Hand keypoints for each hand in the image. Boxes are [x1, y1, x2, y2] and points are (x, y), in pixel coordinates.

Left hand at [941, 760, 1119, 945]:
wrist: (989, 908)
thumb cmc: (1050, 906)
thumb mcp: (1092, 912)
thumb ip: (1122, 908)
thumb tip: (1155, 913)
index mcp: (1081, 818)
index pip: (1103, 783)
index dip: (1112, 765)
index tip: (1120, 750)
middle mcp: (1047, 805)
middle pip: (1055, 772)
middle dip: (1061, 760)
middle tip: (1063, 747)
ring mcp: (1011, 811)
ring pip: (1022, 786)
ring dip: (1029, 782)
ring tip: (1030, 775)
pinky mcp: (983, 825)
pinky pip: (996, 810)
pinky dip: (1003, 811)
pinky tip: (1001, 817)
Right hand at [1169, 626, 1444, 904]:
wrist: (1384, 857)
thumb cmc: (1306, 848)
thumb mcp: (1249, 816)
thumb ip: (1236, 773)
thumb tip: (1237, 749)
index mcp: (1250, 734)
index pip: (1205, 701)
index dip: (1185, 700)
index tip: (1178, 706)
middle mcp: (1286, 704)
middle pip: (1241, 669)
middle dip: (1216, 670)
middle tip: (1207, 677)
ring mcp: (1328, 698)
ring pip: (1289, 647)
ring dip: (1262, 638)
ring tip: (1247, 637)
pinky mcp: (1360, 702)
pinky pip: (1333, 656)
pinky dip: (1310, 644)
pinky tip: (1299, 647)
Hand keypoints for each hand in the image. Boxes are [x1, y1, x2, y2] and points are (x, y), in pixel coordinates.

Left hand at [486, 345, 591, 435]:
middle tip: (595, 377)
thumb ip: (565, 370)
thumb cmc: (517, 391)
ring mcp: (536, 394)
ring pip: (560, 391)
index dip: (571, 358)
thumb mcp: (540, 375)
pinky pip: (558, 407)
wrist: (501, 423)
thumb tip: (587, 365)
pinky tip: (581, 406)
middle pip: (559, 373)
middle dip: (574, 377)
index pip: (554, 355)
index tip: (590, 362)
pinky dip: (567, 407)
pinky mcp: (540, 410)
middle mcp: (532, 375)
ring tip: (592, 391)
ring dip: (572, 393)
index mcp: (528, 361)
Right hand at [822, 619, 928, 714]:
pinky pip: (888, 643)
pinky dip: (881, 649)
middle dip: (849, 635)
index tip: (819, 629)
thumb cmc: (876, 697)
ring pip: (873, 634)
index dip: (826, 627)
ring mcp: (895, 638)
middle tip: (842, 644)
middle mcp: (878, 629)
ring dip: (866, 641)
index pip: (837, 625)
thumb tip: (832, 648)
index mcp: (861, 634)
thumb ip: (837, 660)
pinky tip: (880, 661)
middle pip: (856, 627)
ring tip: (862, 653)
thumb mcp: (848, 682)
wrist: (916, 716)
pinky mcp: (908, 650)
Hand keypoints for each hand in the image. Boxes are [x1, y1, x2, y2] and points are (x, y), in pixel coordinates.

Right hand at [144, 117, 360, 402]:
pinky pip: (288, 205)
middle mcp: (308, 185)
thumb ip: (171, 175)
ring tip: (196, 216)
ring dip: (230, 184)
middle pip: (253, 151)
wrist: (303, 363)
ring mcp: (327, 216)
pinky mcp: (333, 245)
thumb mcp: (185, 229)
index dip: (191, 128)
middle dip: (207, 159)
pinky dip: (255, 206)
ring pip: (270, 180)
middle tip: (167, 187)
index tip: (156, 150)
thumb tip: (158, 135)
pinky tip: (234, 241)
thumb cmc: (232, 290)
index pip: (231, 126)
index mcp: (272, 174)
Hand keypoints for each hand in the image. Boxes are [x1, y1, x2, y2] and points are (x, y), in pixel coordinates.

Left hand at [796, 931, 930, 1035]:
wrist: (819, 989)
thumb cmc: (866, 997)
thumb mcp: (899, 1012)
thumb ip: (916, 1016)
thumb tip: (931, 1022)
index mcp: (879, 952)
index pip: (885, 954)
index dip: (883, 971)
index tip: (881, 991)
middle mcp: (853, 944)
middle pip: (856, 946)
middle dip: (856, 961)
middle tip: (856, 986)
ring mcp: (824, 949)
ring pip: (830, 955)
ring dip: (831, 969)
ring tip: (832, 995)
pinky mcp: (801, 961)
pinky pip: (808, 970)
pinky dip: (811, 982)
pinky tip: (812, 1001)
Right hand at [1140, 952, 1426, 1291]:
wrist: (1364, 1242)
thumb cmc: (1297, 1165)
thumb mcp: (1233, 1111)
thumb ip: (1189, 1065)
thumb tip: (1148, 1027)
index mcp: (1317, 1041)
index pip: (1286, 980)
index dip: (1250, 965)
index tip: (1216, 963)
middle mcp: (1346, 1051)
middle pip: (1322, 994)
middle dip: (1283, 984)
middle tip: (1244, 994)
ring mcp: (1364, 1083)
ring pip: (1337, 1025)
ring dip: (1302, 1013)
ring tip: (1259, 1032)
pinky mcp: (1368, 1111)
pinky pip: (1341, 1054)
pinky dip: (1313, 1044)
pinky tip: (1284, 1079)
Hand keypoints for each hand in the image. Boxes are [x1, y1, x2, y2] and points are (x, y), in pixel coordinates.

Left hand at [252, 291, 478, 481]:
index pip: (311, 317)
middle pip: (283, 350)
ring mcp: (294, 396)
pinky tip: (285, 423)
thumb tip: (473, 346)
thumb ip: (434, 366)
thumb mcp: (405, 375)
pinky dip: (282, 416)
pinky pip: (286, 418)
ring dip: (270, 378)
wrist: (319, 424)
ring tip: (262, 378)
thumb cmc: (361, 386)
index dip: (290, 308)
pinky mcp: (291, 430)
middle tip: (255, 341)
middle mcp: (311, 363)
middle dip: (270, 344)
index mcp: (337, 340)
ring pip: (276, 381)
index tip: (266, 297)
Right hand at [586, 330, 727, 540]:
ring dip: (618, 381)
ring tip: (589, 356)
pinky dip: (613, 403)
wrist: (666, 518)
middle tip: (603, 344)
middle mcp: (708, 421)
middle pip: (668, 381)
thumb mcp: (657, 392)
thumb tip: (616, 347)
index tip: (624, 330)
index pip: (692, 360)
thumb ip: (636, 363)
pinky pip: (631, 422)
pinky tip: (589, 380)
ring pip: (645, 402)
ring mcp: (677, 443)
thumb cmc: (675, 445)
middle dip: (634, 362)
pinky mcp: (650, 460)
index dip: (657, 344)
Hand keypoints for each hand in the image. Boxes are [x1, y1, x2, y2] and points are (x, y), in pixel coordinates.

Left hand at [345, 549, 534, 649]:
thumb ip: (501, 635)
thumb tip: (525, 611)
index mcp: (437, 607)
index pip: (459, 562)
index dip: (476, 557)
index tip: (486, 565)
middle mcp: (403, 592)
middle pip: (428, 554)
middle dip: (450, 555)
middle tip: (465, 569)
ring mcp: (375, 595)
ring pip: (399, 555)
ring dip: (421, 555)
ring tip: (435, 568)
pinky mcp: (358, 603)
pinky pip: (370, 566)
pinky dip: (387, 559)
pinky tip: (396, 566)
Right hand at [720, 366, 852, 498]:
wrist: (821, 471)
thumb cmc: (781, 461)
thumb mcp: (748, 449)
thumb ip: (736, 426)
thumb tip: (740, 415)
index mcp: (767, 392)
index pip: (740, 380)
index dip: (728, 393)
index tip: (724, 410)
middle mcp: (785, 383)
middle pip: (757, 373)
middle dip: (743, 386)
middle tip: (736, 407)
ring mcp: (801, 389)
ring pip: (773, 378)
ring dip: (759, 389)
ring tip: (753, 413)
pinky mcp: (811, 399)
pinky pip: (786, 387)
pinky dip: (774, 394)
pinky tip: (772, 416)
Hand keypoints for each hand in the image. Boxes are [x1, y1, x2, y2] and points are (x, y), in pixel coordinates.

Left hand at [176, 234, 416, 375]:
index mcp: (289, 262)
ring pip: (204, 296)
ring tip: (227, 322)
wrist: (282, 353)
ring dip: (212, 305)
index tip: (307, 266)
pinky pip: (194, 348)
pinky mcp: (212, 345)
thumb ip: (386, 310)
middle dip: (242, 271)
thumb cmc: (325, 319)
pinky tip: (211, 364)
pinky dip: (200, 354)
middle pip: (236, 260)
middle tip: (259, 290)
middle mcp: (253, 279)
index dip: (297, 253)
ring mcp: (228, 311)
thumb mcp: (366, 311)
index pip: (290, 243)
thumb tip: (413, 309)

▶ **Work request**
Look above for the line with "ring mcp: (895, 638)"; retype exactly that line, every line after it up to the line with "thumb mcp: (848, 682)", and that line too, nothing else.

▶ **Exercise answer**
ring mcp: (895, 638)
middle tip: (842, 644)
middle mcp: (878, 629)
ring dip: (866, 641)
index pip: (837, 625)
thumb tip: (832, 648)
index mcp: (861, 634)
thumb ip: (837, 660)
pinky tip: (880, 661)
middle pip: (856, 627)
ring tip: (862, 653)
thumb mcp: (848, 682)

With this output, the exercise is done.